▶ [ENTRIES PROVIDED]

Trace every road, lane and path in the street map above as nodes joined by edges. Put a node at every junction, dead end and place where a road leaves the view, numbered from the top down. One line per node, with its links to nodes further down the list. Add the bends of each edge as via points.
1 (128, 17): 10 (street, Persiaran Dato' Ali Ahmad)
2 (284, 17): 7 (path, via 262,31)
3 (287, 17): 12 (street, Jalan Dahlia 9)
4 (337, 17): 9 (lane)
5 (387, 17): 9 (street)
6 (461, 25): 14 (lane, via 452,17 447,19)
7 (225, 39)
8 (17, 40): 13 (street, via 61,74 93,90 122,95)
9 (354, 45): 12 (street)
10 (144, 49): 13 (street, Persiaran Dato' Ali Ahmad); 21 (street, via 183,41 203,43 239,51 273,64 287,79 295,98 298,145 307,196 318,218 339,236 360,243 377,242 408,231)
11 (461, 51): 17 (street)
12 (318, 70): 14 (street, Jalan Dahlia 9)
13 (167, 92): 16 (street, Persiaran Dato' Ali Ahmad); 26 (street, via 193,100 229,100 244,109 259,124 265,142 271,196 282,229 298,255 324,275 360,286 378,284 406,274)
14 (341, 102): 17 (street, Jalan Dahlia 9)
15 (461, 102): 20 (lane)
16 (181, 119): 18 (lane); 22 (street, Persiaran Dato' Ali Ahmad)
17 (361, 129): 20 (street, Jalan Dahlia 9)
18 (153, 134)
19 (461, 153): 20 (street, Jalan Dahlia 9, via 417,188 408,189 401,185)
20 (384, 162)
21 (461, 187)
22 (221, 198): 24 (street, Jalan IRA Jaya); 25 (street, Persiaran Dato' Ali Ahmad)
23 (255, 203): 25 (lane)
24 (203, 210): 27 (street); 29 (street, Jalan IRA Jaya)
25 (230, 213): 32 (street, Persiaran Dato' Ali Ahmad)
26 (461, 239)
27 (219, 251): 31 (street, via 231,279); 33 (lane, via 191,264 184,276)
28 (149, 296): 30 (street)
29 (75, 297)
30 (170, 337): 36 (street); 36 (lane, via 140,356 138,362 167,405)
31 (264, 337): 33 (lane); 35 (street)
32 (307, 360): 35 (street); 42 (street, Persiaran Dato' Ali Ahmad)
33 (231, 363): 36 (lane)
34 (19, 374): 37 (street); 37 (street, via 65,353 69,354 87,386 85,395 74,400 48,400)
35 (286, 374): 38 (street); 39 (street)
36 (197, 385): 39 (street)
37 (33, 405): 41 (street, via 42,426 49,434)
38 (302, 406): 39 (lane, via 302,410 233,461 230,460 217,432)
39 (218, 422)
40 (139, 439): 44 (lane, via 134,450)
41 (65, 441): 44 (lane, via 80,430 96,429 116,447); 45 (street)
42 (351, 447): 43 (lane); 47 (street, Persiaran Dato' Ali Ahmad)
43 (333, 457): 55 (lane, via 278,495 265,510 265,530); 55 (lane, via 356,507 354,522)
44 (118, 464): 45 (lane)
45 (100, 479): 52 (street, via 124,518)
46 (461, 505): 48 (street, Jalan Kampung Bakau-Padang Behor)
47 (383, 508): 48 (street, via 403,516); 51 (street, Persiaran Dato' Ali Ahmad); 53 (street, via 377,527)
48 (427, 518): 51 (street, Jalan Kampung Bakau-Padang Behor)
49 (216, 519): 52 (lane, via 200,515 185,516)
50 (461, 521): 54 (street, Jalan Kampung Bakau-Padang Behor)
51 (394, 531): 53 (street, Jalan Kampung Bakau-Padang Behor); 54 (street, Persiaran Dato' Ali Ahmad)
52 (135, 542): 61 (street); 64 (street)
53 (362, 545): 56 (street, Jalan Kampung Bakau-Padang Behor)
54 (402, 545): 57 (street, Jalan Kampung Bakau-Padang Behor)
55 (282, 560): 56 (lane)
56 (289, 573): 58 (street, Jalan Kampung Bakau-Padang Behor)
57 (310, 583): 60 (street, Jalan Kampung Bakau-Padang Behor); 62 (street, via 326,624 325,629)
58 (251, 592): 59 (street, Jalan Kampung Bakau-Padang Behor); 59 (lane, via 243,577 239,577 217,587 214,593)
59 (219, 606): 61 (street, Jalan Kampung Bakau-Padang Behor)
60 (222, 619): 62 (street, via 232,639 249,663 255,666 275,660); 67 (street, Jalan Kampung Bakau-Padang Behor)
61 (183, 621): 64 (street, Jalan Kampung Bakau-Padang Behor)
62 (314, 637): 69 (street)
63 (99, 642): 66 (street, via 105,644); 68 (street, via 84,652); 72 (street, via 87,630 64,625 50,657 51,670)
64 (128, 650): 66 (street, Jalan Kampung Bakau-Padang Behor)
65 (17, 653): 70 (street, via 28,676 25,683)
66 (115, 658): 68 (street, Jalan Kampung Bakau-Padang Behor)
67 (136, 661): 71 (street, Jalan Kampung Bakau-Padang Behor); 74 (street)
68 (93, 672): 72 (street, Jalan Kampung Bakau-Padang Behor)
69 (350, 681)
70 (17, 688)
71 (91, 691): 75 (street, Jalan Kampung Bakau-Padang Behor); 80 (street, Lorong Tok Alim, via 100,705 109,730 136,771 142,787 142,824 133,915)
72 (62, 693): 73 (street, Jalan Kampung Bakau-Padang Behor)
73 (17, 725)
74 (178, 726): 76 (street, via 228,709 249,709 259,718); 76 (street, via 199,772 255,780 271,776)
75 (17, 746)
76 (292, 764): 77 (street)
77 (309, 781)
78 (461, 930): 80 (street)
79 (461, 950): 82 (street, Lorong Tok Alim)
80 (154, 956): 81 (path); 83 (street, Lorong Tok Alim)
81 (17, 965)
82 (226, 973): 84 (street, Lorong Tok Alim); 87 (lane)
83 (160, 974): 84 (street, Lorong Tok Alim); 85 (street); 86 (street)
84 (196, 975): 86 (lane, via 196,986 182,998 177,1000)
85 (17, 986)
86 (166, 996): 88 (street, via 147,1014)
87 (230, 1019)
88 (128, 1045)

▶ [YOUR INSTRUCTIONS]
The reply is a bare number: how many lines above include "Lorong".

▶ [FINISHED EXERCISE]
5